*Stored data*:
# # # #

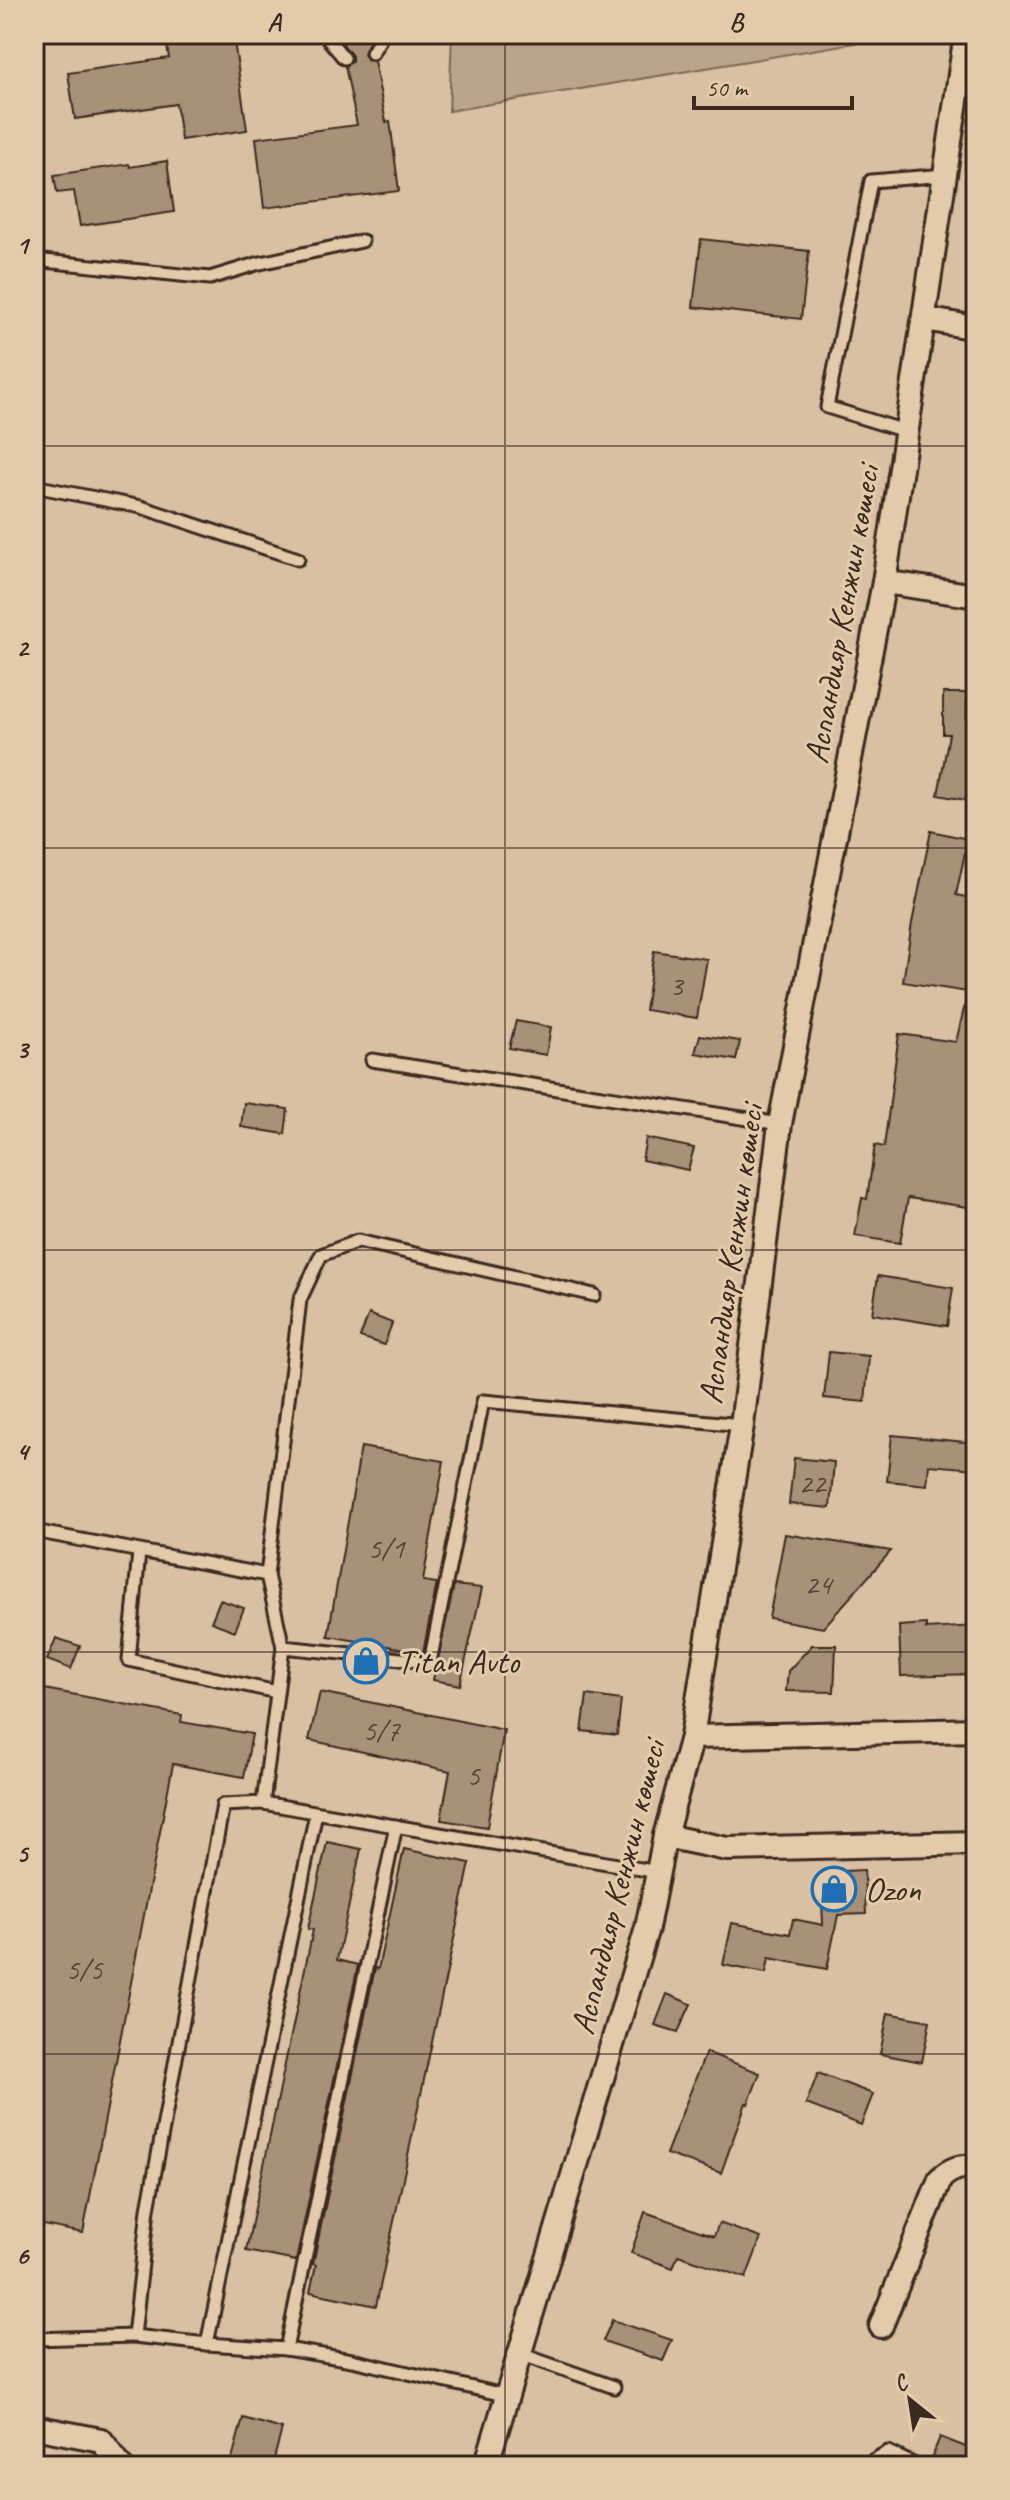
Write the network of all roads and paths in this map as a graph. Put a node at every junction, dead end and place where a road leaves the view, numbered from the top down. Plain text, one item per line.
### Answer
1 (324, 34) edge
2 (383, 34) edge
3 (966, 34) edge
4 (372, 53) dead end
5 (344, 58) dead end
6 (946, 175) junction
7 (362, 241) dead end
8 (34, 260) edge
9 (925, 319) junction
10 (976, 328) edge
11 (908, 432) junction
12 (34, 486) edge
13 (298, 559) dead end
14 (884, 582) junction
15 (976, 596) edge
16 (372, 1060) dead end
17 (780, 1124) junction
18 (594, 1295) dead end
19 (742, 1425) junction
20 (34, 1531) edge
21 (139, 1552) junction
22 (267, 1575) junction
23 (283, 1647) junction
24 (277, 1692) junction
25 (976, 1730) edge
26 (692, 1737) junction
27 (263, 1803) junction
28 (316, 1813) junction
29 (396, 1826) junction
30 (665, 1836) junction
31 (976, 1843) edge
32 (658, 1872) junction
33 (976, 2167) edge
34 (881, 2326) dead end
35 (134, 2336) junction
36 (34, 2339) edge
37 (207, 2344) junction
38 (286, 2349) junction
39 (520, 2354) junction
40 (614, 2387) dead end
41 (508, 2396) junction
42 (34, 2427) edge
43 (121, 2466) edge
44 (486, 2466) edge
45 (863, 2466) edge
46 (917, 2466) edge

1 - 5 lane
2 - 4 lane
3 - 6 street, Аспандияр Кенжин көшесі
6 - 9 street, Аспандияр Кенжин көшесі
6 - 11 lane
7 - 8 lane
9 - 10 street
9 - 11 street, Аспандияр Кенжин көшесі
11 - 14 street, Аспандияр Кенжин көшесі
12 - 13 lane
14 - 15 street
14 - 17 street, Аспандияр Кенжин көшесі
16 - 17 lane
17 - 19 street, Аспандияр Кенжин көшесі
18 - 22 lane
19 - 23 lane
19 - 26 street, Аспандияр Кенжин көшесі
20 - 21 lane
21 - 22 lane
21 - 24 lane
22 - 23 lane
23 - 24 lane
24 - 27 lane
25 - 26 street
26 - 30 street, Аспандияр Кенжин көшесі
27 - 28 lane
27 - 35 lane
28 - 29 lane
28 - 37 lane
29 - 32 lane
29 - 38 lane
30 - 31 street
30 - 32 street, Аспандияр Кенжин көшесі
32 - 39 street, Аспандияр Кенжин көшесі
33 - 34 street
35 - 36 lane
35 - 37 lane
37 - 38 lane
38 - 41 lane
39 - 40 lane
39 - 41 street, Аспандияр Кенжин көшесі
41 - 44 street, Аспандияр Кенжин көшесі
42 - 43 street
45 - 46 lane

# # # #

*Directions for this task*:
What is needed is an exact copy of every entry, with the pictures removed.

*Exercise result*:
Write the network of all roads and paths in this map as a graph. Put a node at every junction, dead end and place where a road leaves the view, numbered from the top down. Plain text, one item per line.
### Answer
1 (324, 34) edge
2 (383, 34) edge
3 (966, 34) edge
4 (372, 53) dead end
5 (344, 58) dead end
6 (946, 175) junction
7 (362, 241) dead end
8 (34, 260) edge
9 (925, 319) junction
10 (976, 328) edge
11 (908, 432) junction
12 (34, 486) edge
13 (298, 559) dead end
14 (884, 582) junction
15 (976, 596) edge
16 (372, 1060) dead end
17 (780, 1124) junction
18 (594, 1295) dead end
19 (742, 1425) junction
20 (34, 1531) edge
21 (139, 1552) junction
22 (267, 1575) junction
23 (283, 1647) junction
24 (277, 1692) junction
25 (976, 1730) edge
26 (692, 1737) junction
27 (263, 1803) junction
28 (316, 1813) junction
29 (396, 1826) junction
30 (665, 1836) junction
31 (976, 1843) edge
32 (658, 1872) junction
33 (976, 2167) edge
34 (881, 2326) dead end
35 (134, 2336) junction
36 (34, 2339) edge
37 (207, 2344) junction
38 (286, 2349) junction
39 (520, 2354) junction
40 (614, 2387) dead end
41 (508, 2396) junction
42 (34, 2427) edge
43 (121, 2466) edge
44 (486, 2466) edge
45 (863, 2466) edge
46 (917, 2466) edge

1 - 5 lane
2 - 4 lane
3 - 6 street, Аспандияр Кенжин көшесі
6 - 9 street, Аспандияр Кенжин көшесі
6 - 11 lane
7 - 8 lane
9 - 10 street
9 - 11 street, Аспандияр Кенжин көшесі
11 - 14 street, Аспандияр Кенжин көшесі
12 - 13 lane
14 - 15 street
14 - 17 street, Аспандияр Кенжин көшесі
16 - 17 lane
17 - 19 street, Аспандияр Кенжин көшесі
18 - 22 lane
19 - 23 lane
19 - 26 street, Аспандияр Кенжин көшесі
20 - 21 lane
21 - 22 lane
21 - 24 lane
22 - 23 lane
23 - 24 lane
24 - 27 lane
25 - 26 street
26 - 30 street, Аспандияр Кенжин көшесі
27 - 28 lane
27 - 35 lane
28 - 29 lane
28 - 37 lane
29 - 32 lane
29 - 38 lane
30 - 31 street
30 - 32 street, Аспандияр Кенжин көшесі
32 - 39 street, Аспандияр Кенжин көшесі
33 - 34 street
35 - 36 lane
35 - 37 lane
37 - 38 lane
38 - 41 lane
39 - 40 lane
39 - 41 street, Аспандияр Кенжин көшесі
41 - 44 street, Аспандияр Кенжин көшесі
42 - 43 street
45 - 46 lane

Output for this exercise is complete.